An Impella supports the left ventricle, but it depends entirely on the right ventricle to deliver blood to the left side. Right ventricular failure is one of the most common reasons an Impella-supported patient fails to improve, and echo is the primary way to catch it.

Look for moderate to severe RV dilation with reduced systolic function, significant tricuspid regurgitation, and septal flattening. Septal flattening gives the left ventricle a D-shaped appearance on short-axis views and indicates elevated right-sided pressures. This can be quantified with the left ventricular eccentricity index: a value above 1.1 is abnormal and suggests the right ventricle is pushing the septum leftward.

This matters practically because a leftward septal shift compresses the left ventricle, reducing filling and undermining exactly what the Impella is trying to accomplish. In severe cases, aggressive fluid administration can actually worsen the problem by further dilating the right ventricle, increasing tricuspid regurgitation, and pushing the septum even further into the left side.

Screening for Cardiac Tamponade

Pericardial effusion and tamponade are serious complications of any percutaneous cardiac device. Echo is the go-to diagnostic tool. On each assessment, sweep through standard views looking for new pericardial fluid. The hemodynamic signs of tamponade on echo include collapse of the right atrium during ventricular contraction and collapse of the right ventricle during filling (diastole). A rapidly accumulating effusion in a patient whose hemodynamics are deteriorating despite adequate Impella output should prompt immediate intervention.

Dealing With Device Artifact

The Impella’s metal catheter and motor housing create significant acoustic shadowing, which is the dark stripe behind the device where ultrasound can’t penetrate. This artifact is unavoidable but manageable with a few techniques. Use multiple imaging windows rather than relying on a single view. On TTE, combine parasternal long-axis, apical four-chamber, and apical five-chamber views to piece together a complete picture. Adjusting transducer angle slightly off-axis can sometimes shift the shadow away from the structure you need to see.

When applying color Doppler, be aware that the device itself generates high-velocity flow that can create color artifact mimicking regurgitation or turbulence. Compare findings across views and correlate with spectral Doppler when something looks abnormal. If TTE artifact prevents you from answering the clinical question, particularly regarding the aortic valve or device inlet position, escalate to TEE.

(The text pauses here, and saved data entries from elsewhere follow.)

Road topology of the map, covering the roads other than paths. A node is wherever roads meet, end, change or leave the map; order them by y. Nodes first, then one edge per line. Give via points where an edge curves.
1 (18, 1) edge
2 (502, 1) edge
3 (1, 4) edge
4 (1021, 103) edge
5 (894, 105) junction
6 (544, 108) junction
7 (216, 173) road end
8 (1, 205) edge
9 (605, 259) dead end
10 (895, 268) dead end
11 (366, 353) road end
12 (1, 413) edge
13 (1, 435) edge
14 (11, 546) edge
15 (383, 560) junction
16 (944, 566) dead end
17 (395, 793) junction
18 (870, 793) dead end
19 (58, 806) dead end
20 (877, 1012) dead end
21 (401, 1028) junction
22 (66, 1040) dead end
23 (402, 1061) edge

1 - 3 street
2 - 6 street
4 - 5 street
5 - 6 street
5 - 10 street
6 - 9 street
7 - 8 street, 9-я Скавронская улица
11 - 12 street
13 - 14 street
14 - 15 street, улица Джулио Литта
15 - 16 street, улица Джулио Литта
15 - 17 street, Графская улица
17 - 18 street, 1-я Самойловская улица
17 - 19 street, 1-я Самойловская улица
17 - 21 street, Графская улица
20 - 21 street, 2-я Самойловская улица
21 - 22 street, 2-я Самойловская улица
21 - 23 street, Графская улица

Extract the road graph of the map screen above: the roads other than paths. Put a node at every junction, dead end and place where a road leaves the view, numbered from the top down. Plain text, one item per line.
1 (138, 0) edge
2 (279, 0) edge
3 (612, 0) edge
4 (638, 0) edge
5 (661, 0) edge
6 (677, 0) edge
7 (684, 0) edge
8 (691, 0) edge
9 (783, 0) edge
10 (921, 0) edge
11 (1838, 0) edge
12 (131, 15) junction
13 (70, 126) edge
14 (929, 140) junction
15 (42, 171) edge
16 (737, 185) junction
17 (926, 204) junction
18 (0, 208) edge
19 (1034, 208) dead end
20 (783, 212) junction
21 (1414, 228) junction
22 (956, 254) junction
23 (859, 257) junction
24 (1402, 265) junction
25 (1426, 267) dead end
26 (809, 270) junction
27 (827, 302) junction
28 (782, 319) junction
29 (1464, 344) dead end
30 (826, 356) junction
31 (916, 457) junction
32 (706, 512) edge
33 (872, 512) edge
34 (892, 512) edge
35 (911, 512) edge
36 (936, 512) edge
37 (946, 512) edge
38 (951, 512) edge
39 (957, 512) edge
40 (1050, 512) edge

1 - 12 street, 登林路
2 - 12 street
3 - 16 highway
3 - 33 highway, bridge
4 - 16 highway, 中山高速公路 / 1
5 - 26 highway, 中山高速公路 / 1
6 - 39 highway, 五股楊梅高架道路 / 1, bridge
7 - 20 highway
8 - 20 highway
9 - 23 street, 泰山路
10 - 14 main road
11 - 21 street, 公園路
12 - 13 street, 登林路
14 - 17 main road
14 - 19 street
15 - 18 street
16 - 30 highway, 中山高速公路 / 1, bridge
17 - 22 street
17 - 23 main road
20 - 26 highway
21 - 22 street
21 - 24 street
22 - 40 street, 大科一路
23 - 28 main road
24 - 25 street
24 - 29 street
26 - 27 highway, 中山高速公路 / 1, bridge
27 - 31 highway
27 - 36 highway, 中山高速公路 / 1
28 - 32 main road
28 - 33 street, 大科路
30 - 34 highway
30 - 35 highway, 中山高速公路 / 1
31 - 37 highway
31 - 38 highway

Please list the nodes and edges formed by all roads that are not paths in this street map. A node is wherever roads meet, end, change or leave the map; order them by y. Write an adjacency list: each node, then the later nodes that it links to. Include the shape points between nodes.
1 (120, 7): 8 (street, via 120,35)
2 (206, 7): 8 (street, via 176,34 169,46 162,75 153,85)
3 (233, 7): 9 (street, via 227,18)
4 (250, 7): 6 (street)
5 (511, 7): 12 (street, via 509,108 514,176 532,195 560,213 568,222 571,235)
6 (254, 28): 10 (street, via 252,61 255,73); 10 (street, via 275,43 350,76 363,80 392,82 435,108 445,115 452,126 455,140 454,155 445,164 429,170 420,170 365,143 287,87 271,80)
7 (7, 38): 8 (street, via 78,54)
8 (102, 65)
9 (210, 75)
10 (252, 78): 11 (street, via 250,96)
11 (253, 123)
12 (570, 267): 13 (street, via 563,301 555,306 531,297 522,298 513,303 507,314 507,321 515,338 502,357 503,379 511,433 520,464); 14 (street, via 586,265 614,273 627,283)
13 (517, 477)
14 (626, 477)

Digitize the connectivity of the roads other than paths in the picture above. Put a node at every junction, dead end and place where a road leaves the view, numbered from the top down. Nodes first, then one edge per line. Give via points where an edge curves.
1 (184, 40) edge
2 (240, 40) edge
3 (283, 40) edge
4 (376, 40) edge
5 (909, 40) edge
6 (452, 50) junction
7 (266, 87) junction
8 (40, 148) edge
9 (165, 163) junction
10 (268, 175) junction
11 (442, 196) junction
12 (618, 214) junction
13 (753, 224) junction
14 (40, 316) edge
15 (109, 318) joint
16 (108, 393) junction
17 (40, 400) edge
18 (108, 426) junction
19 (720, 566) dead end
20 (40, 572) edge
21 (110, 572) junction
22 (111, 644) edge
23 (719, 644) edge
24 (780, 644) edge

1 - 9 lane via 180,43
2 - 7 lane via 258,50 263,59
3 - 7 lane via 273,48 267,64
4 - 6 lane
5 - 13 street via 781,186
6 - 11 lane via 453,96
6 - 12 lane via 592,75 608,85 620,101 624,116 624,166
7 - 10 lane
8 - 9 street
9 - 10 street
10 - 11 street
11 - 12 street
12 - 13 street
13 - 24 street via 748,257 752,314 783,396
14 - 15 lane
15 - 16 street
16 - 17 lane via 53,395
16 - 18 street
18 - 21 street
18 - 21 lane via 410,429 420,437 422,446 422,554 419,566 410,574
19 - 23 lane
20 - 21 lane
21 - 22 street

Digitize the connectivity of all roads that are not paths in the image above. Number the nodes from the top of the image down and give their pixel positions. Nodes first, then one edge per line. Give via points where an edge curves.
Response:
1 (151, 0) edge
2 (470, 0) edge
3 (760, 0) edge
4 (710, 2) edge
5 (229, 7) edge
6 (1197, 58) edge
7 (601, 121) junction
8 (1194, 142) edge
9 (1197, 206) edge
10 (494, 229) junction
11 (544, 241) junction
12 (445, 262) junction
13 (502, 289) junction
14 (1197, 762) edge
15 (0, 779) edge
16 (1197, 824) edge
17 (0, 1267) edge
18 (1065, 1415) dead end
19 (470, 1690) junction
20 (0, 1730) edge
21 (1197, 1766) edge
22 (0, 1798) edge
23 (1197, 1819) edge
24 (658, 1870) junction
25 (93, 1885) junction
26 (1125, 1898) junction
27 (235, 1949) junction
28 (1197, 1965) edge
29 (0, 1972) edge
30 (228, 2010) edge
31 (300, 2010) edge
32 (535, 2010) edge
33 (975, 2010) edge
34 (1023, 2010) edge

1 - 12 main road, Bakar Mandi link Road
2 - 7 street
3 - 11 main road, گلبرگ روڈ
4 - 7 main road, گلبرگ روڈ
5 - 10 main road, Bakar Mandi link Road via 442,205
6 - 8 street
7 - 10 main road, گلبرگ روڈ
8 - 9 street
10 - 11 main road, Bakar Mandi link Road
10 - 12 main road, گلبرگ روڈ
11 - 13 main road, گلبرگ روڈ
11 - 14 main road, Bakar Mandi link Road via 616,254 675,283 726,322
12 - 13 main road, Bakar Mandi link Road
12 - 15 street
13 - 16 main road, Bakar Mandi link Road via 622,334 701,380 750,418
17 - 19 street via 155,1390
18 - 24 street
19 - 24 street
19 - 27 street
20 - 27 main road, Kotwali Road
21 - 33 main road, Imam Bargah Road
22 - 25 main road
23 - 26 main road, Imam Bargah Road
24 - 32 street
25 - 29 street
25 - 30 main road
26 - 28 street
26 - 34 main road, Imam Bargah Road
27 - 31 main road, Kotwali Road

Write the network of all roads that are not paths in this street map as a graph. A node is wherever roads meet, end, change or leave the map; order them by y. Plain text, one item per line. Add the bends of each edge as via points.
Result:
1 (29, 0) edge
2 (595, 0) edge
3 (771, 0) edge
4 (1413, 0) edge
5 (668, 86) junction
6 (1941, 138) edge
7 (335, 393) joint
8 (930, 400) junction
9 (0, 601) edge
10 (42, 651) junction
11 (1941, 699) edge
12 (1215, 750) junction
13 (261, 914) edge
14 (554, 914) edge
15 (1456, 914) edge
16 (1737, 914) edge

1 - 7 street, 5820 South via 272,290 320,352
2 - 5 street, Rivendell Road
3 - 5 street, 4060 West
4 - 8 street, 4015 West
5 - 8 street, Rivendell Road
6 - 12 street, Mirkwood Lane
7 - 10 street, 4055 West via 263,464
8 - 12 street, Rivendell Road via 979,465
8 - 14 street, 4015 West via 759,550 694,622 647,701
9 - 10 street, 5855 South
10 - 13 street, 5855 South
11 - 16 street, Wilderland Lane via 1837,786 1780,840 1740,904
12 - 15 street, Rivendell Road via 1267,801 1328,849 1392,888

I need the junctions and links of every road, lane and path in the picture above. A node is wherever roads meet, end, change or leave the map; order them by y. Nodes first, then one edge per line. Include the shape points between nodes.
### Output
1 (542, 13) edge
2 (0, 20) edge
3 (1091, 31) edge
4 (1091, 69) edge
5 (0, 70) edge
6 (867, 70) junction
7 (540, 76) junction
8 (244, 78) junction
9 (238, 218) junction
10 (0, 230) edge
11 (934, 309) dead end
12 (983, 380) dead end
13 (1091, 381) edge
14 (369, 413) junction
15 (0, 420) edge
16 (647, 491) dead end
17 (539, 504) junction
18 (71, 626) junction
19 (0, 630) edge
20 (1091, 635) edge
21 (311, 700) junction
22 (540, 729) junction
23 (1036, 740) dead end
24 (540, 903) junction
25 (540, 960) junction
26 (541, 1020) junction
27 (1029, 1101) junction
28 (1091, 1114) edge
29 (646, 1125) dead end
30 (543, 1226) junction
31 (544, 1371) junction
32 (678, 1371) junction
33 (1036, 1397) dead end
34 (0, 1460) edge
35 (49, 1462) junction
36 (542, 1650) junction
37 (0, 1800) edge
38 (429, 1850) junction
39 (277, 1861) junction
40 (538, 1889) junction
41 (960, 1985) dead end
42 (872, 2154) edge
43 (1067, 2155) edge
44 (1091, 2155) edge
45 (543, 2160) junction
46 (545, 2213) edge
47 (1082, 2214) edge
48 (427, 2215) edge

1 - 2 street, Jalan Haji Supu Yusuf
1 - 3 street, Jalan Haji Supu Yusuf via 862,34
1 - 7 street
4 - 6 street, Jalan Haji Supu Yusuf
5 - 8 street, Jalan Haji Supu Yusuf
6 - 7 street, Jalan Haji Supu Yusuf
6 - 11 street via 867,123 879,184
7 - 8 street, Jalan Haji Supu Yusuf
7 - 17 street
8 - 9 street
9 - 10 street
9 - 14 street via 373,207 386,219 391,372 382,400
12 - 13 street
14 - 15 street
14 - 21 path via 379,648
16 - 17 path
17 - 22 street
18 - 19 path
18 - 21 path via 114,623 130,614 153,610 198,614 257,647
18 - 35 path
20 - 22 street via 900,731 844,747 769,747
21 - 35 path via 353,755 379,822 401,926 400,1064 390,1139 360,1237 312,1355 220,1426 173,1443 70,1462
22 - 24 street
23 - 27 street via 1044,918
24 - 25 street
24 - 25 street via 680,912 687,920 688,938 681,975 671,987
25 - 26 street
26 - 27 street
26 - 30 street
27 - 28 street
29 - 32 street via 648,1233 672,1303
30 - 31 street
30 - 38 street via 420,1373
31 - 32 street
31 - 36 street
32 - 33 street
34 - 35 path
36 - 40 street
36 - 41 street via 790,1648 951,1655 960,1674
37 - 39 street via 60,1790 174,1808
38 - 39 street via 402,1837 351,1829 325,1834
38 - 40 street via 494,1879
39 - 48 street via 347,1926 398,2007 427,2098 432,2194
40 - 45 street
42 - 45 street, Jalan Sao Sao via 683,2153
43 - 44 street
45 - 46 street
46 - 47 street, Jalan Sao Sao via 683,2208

Putting It All Together: A Systematic Check

A structured approach ensures nothing gets missed. Each echo assessment of an Impella patient should cover these elements in sequence:

  • Inlet position: Measure the distance from the aortic valve annulus to the inlet area, confirming it sits around 3.5 cm below the valve with the pigtail aimed at the apex.
  • Catheter orientation: Verify the device crosses the aortic valve cleanly without excessive angulation against the septum, free wall, or mitral apparatus.
  • Color Doppler flow: Confirm organized inflow at the inlet and outflow above the aortic valve. Flag any turbulence at the inlet or unexpected regurgitation at the valve.
  • LV filling: Assess whether the ventricle has adequate volume. A collapsed or slit-like cavity suggests suction physiology.
  • RV size and function: Look for dilation, reduced contraction, tricuspid regurgitation, and septal flattening (eccentricity index above 1.1).
  • Pericardial space: Screen for new or worsening effusion on every study.

Running through this checklist on every echo, whether it’s a quick bedside check or a formal study, catches positioning problems and complications early, before they show up as hemodynamic collapse on the monitor.